Data entries
****

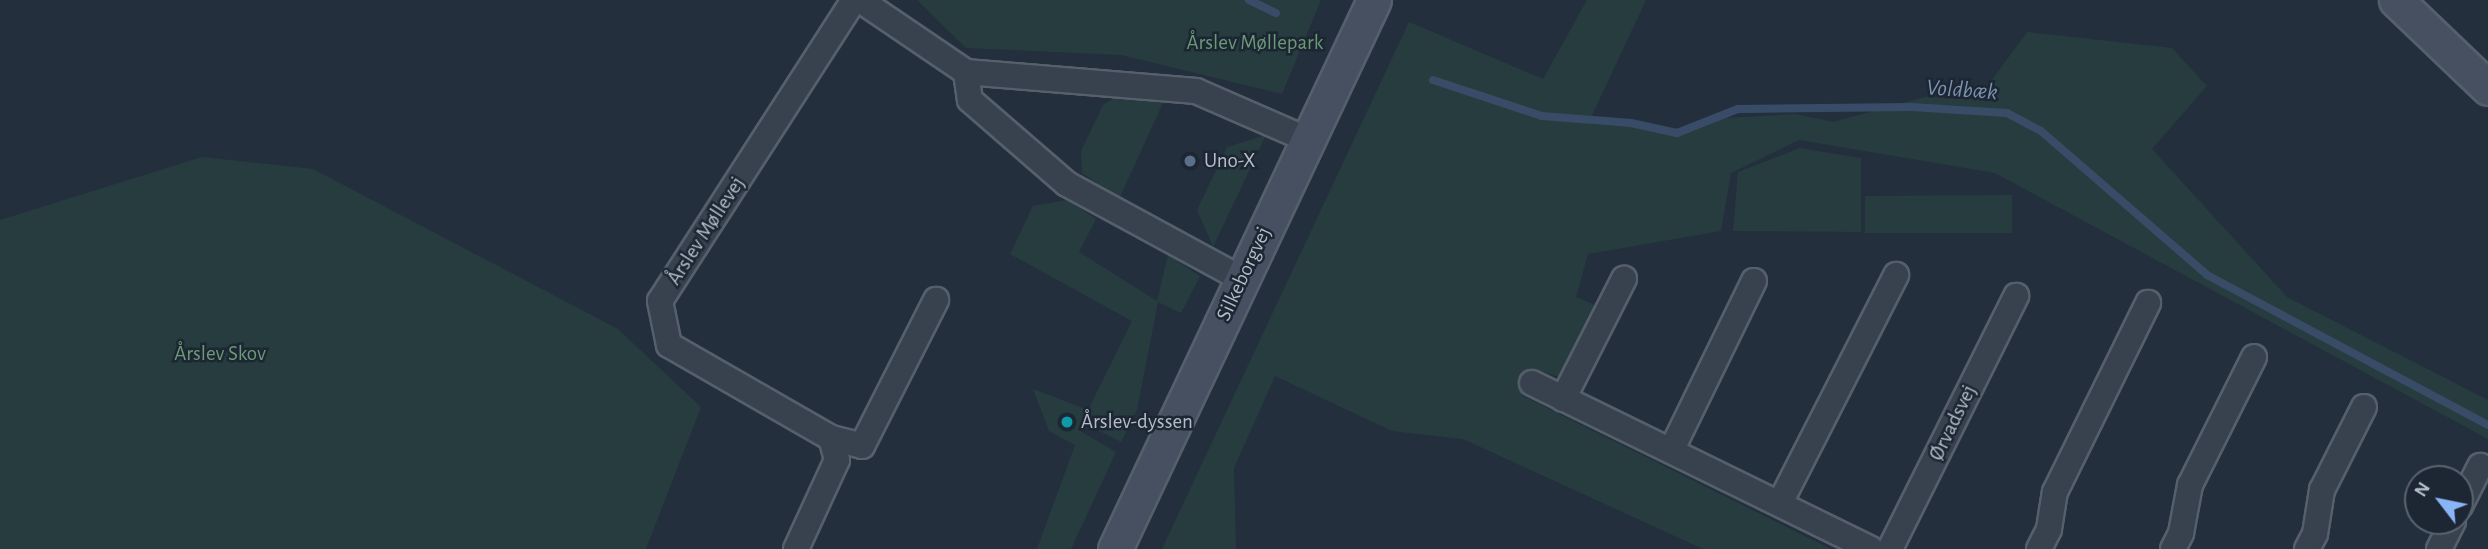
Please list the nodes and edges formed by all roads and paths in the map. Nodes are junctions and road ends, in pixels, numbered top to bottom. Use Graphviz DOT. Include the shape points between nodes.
graph roads {
  1 [pos="854,0"];
  2 [pos="860,0"];
  3 [pos="1374,0"];
  4 [pos="2396,0"];
  5 [pos="966,72"];
  6 [pos="2488,88"];
  7 [pos="1308,140"];
  8 [pos="1896,275"];
  9 [pos="1242,279"];
  10 [pos="1625,279"];
  11 [pos="1754,281"];
  12 [pos="2016,296"];
  13 [pos="936,300"];
  14 [pos="2148,303"];
  15 [pos="2254,357"];
  16 [pos="1532,383"];
  17 [pos="1563,399"];
  18 [pos="2364,407"];
  19 [pos="831,438"];
  20 [pos="1672,449"];
  21 [pos="2480,466"];
  22 [pos="2474,478"];
  23 [pos="1780,503"];
  24 [pos="796,549"];
  25 [pos="1115,549"];
  26 [pos="1871,549"];
  27 [pos="1891,549"];
  28 [pos="2039,549"];
  29 [pos="2172,549"];
  30 [pos="2307,549"];
  1 -- 19 [label="street, Årslev Møllevej" via="660,301 669,345"];
  2 -- 5 [label="street"];
  3 -- 7 [label="main road, Silkeborgvej"];
  4 -- 6 [label="main road"];
  5 -- 7 [label="street" via="1196,91"];
  5 -- 9 [label="street" via="970,100 1067,184"];
  7 -- 9 [label="main road, Silkeborgvej"];
  8 -- 23 [label="street"];
  9 -- 25 [label="main road, Silkeborgvej"];
  10 -- 17 [label="street"];
  11 -- 20 [label="street"];
  12 -- 27 [label="street, Ørvadsvej"];
  13 -- 19 [label="street, Årslev Møllevej" via="862,446"];
  14 -- 28 [label="street" via="2055,492 2049,528"];
  15 -- 29 [label="street" via="2190,485 2181,533"];
  16 -- 17 [label="street"];
  17 -- 20 [label="street"];
  18 -- 30 [label="street" via="2322,490 2315,534"];
  19 -- 24 [label="street" via="837,460"];
  20 -- 23 [label="street"];
  21 -- 22 [label="street"];
  23 -- 26 [label="street"];
}
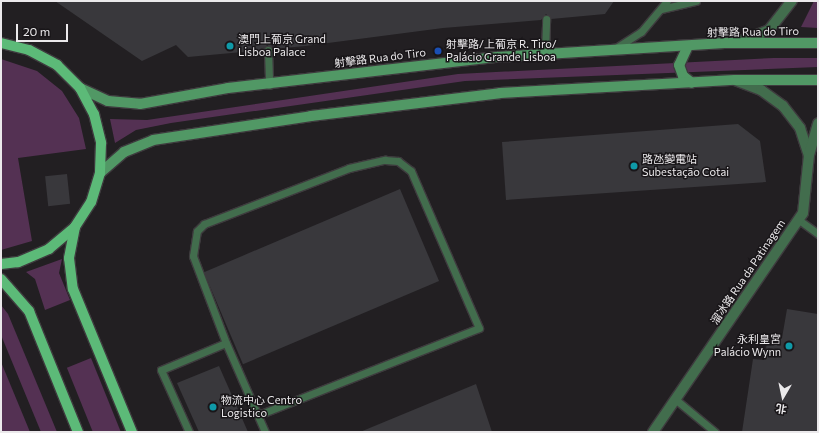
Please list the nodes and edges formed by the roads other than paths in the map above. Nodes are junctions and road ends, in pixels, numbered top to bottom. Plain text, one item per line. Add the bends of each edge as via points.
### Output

****

## Problem details
Each entry above should be given again exactly, with its pictures omitted.

## Answer for this exercise
Please list the nodes and edges formed by all roads and paths in the map. Nodes are junctions and road ends, in pixels, numbered top to bottom. Use Graphviz DOT. Include the shape points between nodes.
graph roads {
  1 [pos="854,0"];
  2 [pos="860,0"];
  3 [pos="1374,0"];
  4 [pos="2396,0"];
  5 [pos="966,72"];
  6 [pos="2488,88"];
  7 [pos="1308,140"];
  8 [pos="1896,275"];
  9 [pos="1242,279"];
  10 [pos="1625,279"];
  11 [pos="1754,281"];
  12 [pos="2016,296"];
  13 [pos="936,300"];
  14 [pos="2148,303"];
  15 [pos="2254,357"];
  16 [pos="1532,383"];
  17 [pos="1563,399"];
  18 [pos="2364,407"];
  19 [pos="831,438"];
  20 [pos="1672,449"];
  21 [pos="2480,466"];
  22 [pos="2474,478"];
  23 [pos="1780,503"];
  24 [pos="796,549"];
  25 [pos="1115,549"];
  26 [pos="1871,549"];
  27 [pos="1891,549"];
  28 [pos="2039,549"];
  29 [pos="2172,549"];
  30 [pos="2307,549"];
  1 -- 19 [label="street, Årslev Møllevej" via="660,301 669,345"];
  2 -- 5 [label="street"];
  3 -- 7 [label="main road, Silkeborgvej"];
  4 -- 6 [label="main road"];
  5 -- 7 [label="street" via="1196,91"];
  5 -- 9 [label="street" via="970,100 1067,184"];
  7 -- 9 [label="main road, Silkeborgvej"];
  8 -- 23 [label="street"];
  9 -- 25 [label="main road, Silkeborgvej"];
  10 -- 17 [label="street"];
  11 -- 20 [label="street"];
  12 -- 27 [label="street, Ørvadsvej"];
  13 -- 19 [label="street, Årslev Møllevej" via="862,446"];
  14 -- 28 [label="street" via="2055,492 2049,528"];
  15 -- 29 [label="street" via="2190,485 2181,533"];
  16 -- 17 [label="street"];
  17 -- 20 [label="street"];
  18 -- 30 [label="street" via="2322,490 2315,534"];
  19 -- 24 [label="street" via="837,460"];
  20 -- 23 [label="street"];
  21 -- 22 [label="street"];
  23 -- 26 [label="street"];
}
Please list the nodes and edges formed by the roads other than paths in the map above. Nodes are junctions and road ends, in pixels, numbered top to bottom. Plain text, one item per line. Add the bends of each edge as via points.
### Output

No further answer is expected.